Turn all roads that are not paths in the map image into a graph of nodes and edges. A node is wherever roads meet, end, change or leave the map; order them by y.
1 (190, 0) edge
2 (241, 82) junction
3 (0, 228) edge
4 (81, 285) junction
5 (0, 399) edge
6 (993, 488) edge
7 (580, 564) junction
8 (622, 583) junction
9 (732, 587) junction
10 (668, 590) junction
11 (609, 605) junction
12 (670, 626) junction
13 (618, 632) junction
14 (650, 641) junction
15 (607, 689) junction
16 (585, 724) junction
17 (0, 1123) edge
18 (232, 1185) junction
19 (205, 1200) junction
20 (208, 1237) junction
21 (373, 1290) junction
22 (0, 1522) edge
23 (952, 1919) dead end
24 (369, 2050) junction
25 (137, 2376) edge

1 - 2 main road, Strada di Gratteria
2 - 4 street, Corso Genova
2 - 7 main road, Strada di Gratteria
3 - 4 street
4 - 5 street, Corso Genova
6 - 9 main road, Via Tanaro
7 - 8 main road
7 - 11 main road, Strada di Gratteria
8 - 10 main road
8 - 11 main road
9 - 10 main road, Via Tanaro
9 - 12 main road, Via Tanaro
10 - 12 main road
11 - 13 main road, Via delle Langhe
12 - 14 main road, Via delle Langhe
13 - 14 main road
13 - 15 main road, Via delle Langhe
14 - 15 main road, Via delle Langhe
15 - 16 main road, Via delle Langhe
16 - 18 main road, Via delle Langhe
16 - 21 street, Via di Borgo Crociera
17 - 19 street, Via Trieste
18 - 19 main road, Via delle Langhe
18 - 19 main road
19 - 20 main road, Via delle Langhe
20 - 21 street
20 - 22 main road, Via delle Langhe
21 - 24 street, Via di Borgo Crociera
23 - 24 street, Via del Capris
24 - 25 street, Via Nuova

● **What needs to be done**
Write out every record exactly as it appears above.

● **Exercise result**
Turn all roads that are not paths in the map image into a graph of nodes and edges. A node is wherever roads meet, end, change or leave the map; order them by y.
1 (190, 0) edge
2 (241, 82) junction
3 (0, 228) edge
4 (81, 285) junction
5 (0, 399) edge
6 (993, 488) edge
7 (580, 564) junction
8 (622, 583) junction
9 (732, 587) junction
10 (668, 590) junction
11 (609, 605) junction
12 (670, 626) junction
13 (618, 632) junction
14 (650, 641) junction
15 (607, 689) junction
16 (585, 724) junction
17 (0, 1123) edge
18 (232, 1185) junction
19 (205, 1200) junction
20 (208, 1237) junction
21 (373, 1290) junction
22 (0, 1522) edge
23 (952, 1919) dead end
24 (369, 2050) junction
25 (137, 2376) edge

1 - 2 main road, Strada di Gratteria
2 - 4 street, Corso Genova
2 - 7 main road, Strada di Gratteria
3 - 4 street
4 - 5 street, Corso Genova
6 - 9 main road, Via Tanaro
7 - 8 main road
7 - 11 main road, Strada di Gratteria
8 - 10 main road
8 - 11 main road
9 - 10 main road, Via Tanaro
9 - 12 main road, Via Tanaro
10 - 12 main road
11 - 13 main road, Via delle Langhe
12 - 14 main road, Via delle Langhe
13 - 14 main road
13 - 15 main road, Via delle Langhe
14 - 15 main road, Via delle Langhe
15 - 16 main road, Via delle Langhe
16 - 18 main road, Via delle Langhe
16 - 21 street, Via di Borgo Crociera
17 - 19 street, Via Trieste
18 - 19 main road, Via delle Langhe
18 - 19 main road
19 - 20 main road, Via delle Langhe
20 - 21 street
20 - 22 main road, Via delle Langhe
21 - 24 street, Via di Borgo Crociera
23 - 24 street, Via del Capris
24 - 25 street, Via Nuova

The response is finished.